▶ WHAT THIS TASK INVOLVES: Report each line of the records where "הלהב" occurs.

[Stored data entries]

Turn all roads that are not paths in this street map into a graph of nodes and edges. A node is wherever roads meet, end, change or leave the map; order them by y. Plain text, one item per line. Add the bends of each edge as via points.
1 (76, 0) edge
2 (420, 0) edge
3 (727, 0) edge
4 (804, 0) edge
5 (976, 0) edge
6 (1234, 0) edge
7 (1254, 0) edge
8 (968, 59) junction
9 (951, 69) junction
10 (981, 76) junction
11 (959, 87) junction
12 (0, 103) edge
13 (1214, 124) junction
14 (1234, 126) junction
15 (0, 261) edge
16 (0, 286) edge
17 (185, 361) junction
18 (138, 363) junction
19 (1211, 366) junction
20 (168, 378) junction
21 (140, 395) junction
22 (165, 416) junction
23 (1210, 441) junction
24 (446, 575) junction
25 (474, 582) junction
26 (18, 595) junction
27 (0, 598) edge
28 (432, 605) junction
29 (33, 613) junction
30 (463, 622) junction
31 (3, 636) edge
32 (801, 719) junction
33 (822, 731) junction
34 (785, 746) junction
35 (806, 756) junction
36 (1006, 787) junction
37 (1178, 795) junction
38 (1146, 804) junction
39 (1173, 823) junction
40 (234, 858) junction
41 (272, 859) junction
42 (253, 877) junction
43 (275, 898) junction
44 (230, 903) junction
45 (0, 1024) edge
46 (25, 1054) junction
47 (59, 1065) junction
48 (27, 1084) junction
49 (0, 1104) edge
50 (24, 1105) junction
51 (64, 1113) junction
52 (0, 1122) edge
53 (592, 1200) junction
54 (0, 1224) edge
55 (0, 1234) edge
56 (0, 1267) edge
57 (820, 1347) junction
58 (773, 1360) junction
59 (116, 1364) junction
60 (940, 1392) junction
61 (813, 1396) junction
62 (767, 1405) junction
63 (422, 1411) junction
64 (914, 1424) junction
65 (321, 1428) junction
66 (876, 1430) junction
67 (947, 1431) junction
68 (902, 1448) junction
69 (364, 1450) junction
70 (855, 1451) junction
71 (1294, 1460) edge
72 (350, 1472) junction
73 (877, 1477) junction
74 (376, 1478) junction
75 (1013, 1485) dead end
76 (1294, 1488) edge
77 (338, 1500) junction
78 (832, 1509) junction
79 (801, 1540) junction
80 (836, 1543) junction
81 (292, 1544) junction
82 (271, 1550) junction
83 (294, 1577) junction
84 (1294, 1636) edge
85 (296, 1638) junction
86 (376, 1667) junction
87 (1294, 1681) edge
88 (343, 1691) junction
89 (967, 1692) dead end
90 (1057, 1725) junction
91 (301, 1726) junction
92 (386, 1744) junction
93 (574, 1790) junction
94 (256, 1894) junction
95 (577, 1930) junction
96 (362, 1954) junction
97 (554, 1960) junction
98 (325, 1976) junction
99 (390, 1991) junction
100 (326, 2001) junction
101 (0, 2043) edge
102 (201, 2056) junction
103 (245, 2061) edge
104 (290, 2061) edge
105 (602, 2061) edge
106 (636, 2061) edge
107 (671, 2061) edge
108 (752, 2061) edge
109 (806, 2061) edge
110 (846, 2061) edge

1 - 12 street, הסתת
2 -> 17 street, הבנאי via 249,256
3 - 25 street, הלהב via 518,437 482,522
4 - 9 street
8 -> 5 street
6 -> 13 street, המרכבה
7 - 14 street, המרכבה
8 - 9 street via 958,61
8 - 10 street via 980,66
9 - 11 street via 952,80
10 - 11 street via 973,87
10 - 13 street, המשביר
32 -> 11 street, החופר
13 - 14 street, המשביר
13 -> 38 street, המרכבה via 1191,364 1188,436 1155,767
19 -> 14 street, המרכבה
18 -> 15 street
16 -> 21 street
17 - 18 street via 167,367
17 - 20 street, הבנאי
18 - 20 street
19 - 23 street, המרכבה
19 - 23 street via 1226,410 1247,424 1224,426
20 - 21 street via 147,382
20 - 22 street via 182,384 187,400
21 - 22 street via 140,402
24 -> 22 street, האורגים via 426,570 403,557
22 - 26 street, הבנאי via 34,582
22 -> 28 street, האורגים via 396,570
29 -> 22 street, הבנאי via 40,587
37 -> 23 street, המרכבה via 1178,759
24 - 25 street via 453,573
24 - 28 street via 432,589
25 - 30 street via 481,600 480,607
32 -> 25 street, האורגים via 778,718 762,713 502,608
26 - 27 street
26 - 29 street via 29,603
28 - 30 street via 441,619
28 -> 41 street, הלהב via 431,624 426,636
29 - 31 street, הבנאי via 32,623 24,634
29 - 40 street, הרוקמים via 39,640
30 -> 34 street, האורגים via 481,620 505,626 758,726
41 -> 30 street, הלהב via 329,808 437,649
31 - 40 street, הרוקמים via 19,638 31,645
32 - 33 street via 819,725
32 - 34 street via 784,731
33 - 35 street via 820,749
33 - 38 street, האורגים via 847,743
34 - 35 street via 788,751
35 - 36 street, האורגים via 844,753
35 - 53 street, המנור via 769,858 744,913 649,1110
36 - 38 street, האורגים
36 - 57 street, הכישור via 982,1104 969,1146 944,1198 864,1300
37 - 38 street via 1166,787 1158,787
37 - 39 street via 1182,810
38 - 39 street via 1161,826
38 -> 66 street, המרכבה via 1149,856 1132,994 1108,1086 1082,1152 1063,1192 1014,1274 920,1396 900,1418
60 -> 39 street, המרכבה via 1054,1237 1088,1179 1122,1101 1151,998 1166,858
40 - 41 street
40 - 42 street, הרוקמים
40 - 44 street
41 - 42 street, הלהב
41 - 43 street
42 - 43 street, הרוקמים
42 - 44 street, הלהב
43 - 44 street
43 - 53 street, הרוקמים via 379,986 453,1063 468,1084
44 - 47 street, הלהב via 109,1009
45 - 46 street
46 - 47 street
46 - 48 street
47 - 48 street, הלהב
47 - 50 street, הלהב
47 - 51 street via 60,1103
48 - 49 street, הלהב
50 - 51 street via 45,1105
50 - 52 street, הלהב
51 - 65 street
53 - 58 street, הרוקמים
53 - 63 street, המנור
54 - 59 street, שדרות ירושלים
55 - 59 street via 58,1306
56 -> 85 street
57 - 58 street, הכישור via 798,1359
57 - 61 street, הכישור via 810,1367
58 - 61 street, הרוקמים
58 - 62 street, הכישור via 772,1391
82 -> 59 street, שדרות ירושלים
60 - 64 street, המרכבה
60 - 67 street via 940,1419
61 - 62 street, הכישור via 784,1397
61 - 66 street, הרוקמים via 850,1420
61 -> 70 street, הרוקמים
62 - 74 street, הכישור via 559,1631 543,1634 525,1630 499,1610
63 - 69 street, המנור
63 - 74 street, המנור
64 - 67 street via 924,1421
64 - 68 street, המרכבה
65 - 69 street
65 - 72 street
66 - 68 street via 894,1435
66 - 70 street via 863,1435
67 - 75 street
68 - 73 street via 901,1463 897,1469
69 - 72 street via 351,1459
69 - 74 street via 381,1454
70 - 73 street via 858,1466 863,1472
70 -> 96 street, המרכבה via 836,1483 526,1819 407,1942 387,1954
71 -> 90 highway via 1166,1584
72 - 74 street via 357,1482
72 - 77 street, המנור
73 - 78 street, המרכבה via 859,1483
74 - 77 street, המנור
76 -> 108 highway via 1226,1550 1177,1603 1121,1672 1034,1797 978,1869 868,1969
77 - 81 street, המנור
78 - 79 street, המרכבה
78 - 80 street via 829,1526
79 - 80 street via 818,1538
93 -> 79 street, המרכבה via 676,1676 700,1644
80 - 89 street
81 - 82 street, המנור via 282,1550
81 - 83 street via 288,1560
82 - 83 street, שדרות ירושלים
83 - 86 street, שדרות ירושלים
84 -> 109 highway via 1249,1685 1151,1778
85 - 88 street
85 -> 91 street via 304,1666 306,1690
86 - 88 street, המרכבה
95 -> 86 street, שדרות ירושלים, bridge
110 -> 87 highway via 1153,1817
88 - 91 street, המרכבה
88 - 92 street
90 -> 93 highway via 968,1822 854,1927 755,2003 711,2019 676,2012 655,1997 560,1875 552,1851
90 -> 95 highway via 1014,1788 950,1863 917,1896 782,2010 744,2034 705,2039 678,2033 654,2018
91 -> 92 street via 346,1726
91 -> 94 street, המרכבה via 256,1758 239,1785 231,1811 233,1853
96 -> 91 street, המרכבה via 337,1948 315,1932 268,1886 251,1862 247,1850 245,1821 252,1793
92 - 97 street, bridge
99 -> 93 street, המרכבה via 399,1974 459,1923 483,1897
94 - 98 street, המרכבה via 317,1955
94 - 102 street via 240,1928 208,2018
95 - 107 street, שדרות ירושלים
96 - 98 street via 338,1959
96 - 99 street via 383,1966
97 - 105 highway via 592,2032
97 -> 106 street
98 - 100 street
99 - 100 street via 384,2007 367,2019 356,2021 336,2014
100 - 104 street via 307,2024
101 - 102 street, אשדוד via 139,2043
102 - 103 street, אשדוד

▶ EXERCISE RESPONSE:
3 - 25 street, הלהב via 518,437 482,522
28 -> 41 street, הלהב via 431,624 426,636
41 -> 30 street, הלהב via 329,808 437,649
41 - 42 street, הלהב
42 - 44 street, הלהב
44 - 47 street, הלהב via 109,1009
47 - 48 street, הלהב
47 - 50 street, הלהב
48 - 49 street, הלהב
50 - 52 street, הלהב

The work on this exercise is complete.